News and Analysis on scarce coins,  markets, and the  collecting community #91

A Weekly CoinWeek Column by Greg Reynolds

At the FUN Convention in Orlando, Heritage auctioned around $55 million worth of coins. In addition to a special section devoted to Dr. Duckor’s Saint Gaudens Double Eagles, lead offerings were organized in two Platinum Night sessions, gold coins on Thursday, Jan. 5 and U.S. coins of copper, nickel and silver on Wed., Jan. 4. I have already devoted columns to each of the two coins that sold for $1.38 million, the Eliasberg-Atwater-Jung 1793 Chain Cent and the Garrett-Jacobson 1829 ‘Large Date’ Half Eagle. (As usual, clickable links are in blue.) The topic here is quarters that were offered in the Jan. 4th Platinum Night session. A variety of rarities sold.

Yes, I realize that this auction will not be forever remembered as a landmark offering of quarters. Nevertheless, some of the quarters included are terrific and others are fair examples of relatively expensive quarters that are found in the marketplace. Several of the quarters that I discuss are rarities in absolute terms and almost all are condition rarities.

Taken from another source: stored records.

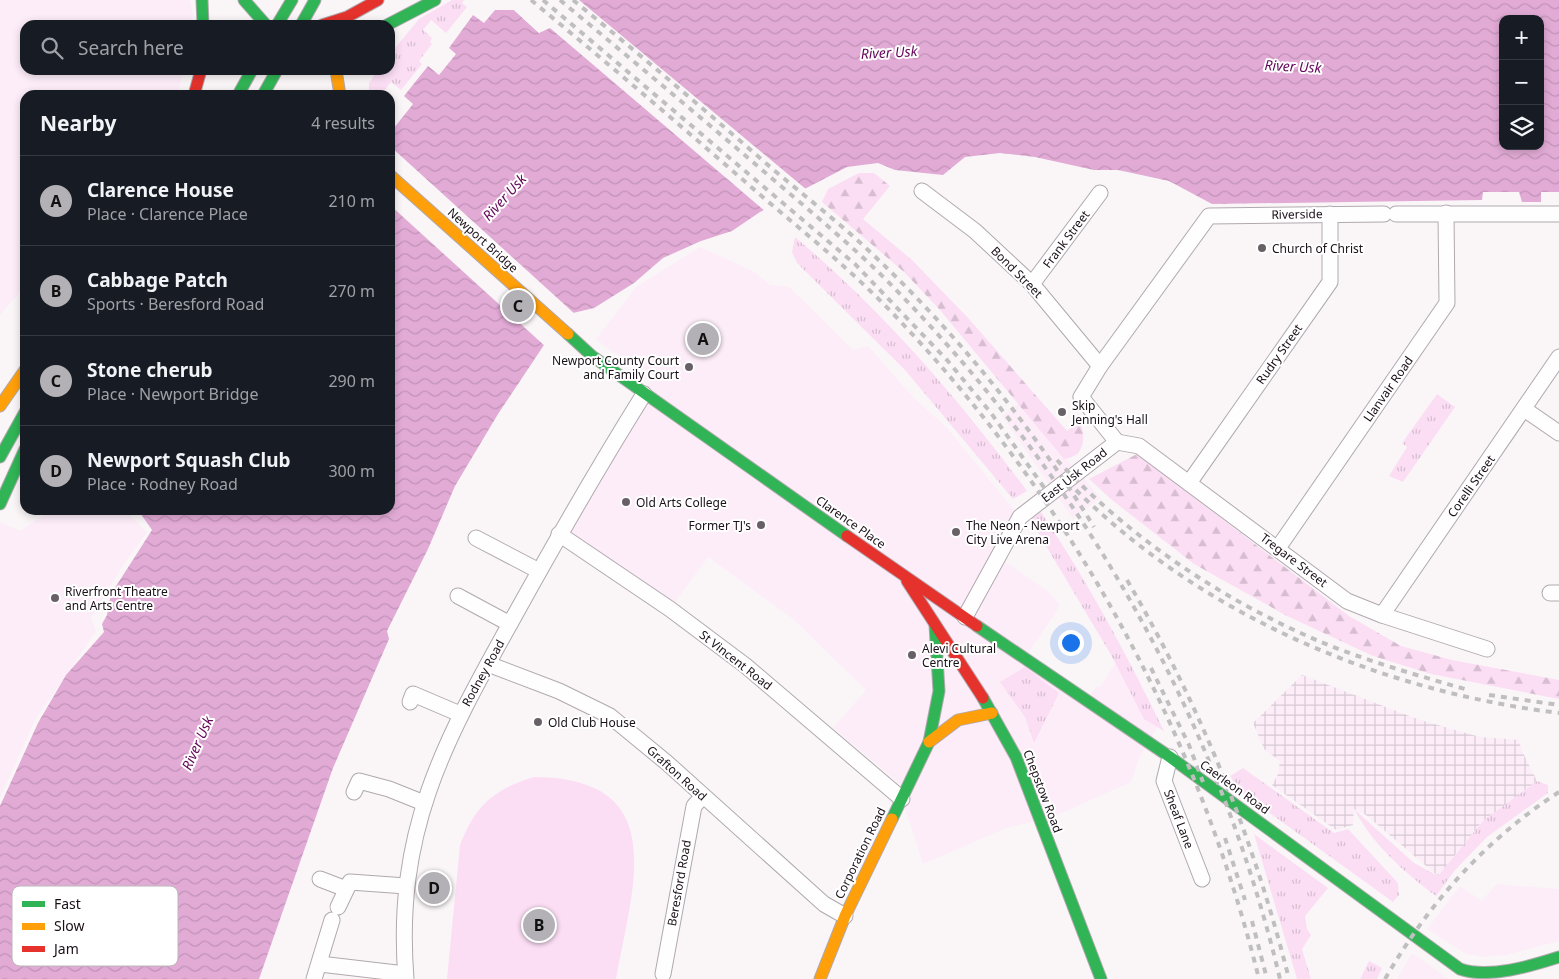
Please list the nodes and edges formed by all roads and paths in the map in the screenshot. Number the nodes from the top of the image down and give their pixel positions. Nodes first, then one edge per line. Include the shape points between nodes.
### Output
1 (202, 0) edge
2 (244, 0) edge
3 (292, 0) edge
4 (315, 0) edge
5 (378, 0) edge
6 (435, 0) edge
7 (203, 20) edge
8 (261, 20) edge
9 (281, 20) edge
10 (304, 20) edge
11 (338, 20) edge
12 (395, 21) edge
13 (198, 75) edge
14 (249, 75) edge
15 (274, 75) edge
16 (337, 75) edge
17 (342, 75) edge
18 (195, 90) edge
19 (241, 90) edge
20 (266, 90) edge
21 (340, 90) edge
22 (340, 90) edge
23 (395, 180) edge
24 (922, 191) dead end
25 (1100, 193) dead end
26 (1446, 213) junction
27 (1330, 214) junction
28 (1559, 214) edge
29 (1209, 216) joint
30 (1032, 284) junction
31 (580, 346) joint
32 (1559, 357) edge
33 (1100, 366) junction
34 (20, 377) edge
35 (644, 394) junction
36 (0, 406) edge
37 (1524, 410) junction
38 (20, 421) edge
39 (1559, 433) edge
40 (1117, 442) junction
41 (0, 457) edge
42 (20, 461) edge
43 (1189, 483) junction
44 (0, 487) edge
45 (19, 488) dead end
46 (0, 493) edge
47 (0, 505) edge
48 (559, 534) junction
49 (476, 538) dead end
50 (1278, 548) junction
51 (539, 571) junction
52 (904, 577) junction
53 (458, 596) dead end
54 (1382, 615) junction
55 (965, 617) junction
56 (510, 624) junction
57 (935, 625) junction
58 (1487, 649) dead end
59 (488, 664) junction
60 (410, 702) dead end
61 (992, 713) junction
62 (460, 714) junction
63 (929, 742) junction
64 (1170, 757) junction
65 (354, 792) dead end
66 (704, 796) junction
67 (902, 799) junction
68 (424, 803) junction
69 (320, 879) dead end
70 (1202, 880) dead end
71 (406, 886) junction
72 (346, 889) junction
73 (845, 916) junction
74 (1559, 957) edge
75 (320, 964) junction
76 (663, 974) dead end
77 (1471, 976) edge
78 (405, 977) edge
79 (314, 979) edge
80 (820, 979) edge
81 (1102, 979) edge

1 - 7 main road
2 - 8 main road
3 - 9 main road
4 - 10 main road
5 - 11 main road
6 - 12 main road
13 - 18 main road
14 - 19 main road
15 - 20 main road
16 - 21 main road
17 - 22 main road
23 - 31 main road, Newport Bridge
24 - 30 street, Bond Street via 975,231
25 - 30 street, Frank Street
26 - 27 street, Riverside
26 - 28 street, Riverside
26 - 50 street, Llanvair Road via 1447,304
27 - 29 street, Riverside
27 - 43 street, Rudry Street via 1330,282
29 - 33 street, East Usk Road
30 - 33 street, Bond Street
31 - 35 main road, Clarence Place
32 - 37 street, Corelli Street
33 - 40 street, East Usk Road via 1081,397
34 - 36 main road
35 - 48 street, Rodney Road
35 - 52 main road, Clarence Place
37 - 39 street
37 - 54 street, Corelli Street
38 - 41 main road
40 - 43 street, Tregare Street via 1139,446
40 - 55 street, East Usk Road via 1020,516
42 - 47 main road
43 - 50 street, Tregare Street
44 - 46 main road
45 - 47 main road
48 - 51 street, Rodney Road
48 - 67 street, St Vincent Road via 670,609 746,666
49 - 51 street
50 - 54 street, Tregare Street via 1347,601
51 - 56 street, Rodney Road
52 - 55 main road, Caerleon Road
52 - 57 main road, Clarence Place
53 - 56 street
54 - 58 street, Tregare Street
55 - 57 main road
55 - 64 main road, Caerleon Road
56 - 59 street, Rodney Road
57 - 61 main road, Chepstow Road
57 - 63 main road, Clarence Place via 939,692
59 - 62 street, Rodney Road
59 - 66 street, Grafton Road via 558,691 610,716
60 - 62 street via 413,694
61 - 63 main road via 962,717
61 - 81 main road, Chepstow Road via 1026,779 1056,865
62 - 68 street, Rodney Road
63 - 67 main road, Corporation Road
64 - 70 street, Sheaf Lane via 1164,781
64 - 77 main road, Caerleon Road
65 - 68 street via 359,780
66 - 73 street, Grafton Road via 824,904
66 - 76 street, Beresford Road via 694,806
67 - 73 main road, Corporation Road
68 - 71 street, Rodney Road via 410,854
69 - 72 street
71 - 72 street via 350,882
71 - 78 street, Rodney Road
72 - 75 street
73 - 80 main road, Corporation Road
74 - 77 main road, Caerleon Road via 1505,973
75 - 78 street
75 - 79 street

Quarters are extremely popular among coin collectors and learning about relatively expensive quarters often results in a greater understanding of the quarters that thousands of collectors can afford to buy. Indeed, more than 400,000 people collect U.S. quarter dollars. I trust that many are interested in reading about rarities that they will never buy and may never even have a chance to see. When I was collecting Barber Quarters, I enjoyed reading about Draped Bust and Capped Bust Quarters.

Unfortunately, I just did not have time to view and research all the important coins in an auction that totaled $55 million! I apologize for omitting Standing Liberty Quarters. Draped Bust, Capped Bust, Liberty Seated and Barber Quarters in the first Platinum Night session are covered herein.

I. 1796 Quarters

Quarters featured a Draped Bust obverse (front) design and a so-called ‘Small Eagle’ reverse (back) design in 1796 only. These are among the most famous and popular of all U.S. coins. There were three 1796 quarters in this Platinum Night session. The best of which was one of the stars of the whole auction.

It is one of only five 1796 quarters that is PCGS graded “MS-64.” Like many 1796 quarters, it is semi-prooflike, with appealing reflective surfaces. The natural, mild gray-blue toning is attractive. The devices are lighter in color than the fields and are soothing. The obverse (front of the coin) is sharply struck for a 1796 quarter.

This coin is attractive to very attractive overall and has minimal abrasions. Its grade, in my view, is in the middle to high end of the 64 range. I doubt that any experts were surprised that this coin has a sticker of approval from the CAC.

John Albanese declares that it is a “beautiful, original prooflike coin.” John is the founder and president of the CAC.

Laura Sperber was the successful bidder for this coin, which realized $253,000. Albanese finds this to be “a very strong” price. In my view, it is very strong to extremely strong.

“Given the present market, $253,000 is perfectly acceptable,” David McCarthy suggests. “This the best 1796 quarter that I have seen in two years or more,” McCarthy asserts. David is the senior associate at the Kagin’s firm.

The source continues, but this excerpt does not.